Dataset records below:

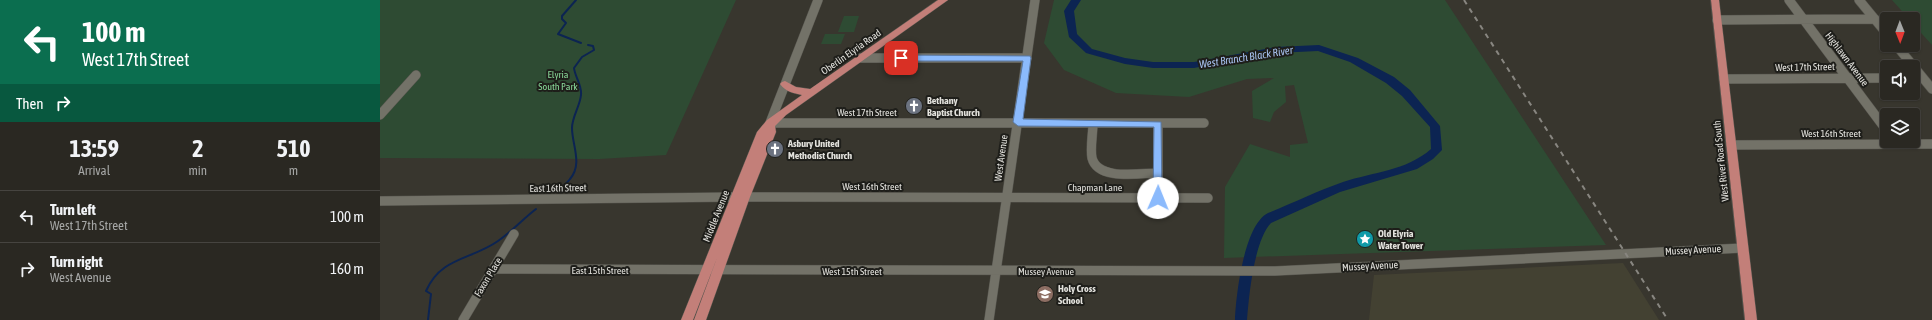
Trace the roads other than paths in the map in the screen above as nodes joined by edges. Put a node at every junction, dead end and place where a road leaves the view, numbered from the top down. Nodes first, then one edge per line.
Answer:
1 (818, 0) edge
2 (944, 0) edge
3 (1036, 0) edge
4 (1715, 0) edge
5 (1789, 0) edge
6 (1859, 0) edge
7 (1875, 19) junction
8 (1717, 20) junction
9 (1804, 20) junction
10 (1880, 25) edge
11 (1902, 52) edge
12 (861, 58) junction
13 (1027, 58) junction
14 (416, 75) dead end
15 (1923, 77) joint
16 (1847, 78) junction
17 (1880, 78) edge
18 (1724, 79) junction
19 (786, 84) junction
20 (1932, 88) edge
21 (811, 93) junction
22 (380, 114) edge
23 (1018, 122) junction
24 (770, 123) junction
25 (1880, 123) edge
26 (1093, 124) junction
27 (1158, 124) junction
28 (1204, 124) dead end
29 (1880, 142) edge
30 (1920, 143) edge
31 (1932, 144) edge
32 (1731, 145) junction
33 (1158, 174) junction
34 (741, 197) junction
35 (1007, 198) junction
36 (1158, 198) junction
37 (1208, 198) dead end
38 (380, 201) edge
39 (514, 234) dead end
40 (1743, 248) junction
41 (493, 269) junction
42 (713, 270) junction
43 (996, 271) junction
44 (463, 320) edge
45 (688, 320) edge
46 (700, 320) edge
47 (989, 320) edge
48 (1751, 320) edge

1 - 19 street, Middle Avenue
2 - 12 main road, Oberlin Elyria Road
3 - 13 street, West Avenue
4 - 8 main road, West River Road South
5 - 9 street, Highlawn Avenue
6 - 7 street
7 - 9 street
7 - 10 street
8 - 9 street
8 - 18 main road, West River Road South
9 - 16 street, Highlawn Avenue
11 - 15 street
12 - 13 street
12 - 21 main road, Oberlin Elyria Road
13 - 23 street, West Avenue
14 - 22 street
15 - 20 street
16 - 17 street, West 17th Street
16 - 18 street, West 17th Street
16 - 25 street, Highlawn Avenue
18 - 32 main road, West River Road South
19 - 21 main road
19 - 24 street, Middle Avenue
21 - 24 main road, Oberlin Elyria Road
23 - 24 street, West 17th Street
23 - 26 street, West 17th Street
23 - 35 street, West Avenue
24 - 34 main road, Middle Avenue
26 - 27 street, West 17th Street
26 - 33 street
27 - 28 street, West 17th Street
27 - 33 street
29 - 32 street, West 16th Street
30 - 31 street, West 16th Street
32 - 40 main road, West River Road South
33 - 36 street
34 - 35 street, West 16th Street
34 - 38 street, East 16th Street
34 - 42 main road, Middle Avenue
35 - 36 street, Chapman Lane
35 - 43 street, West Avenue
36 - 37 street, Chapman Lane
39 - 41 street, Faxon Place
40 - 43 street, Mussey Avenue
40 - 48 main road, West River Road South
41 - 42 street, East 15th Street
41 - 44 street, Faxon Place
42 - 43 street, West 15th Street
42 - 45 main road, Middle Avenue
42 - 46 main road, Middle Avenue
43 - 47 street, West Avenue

End of Dataset records.

### Task instructions
Each line of the material that holds the string "Middle" counts once; give the total alone.

### Answer space
6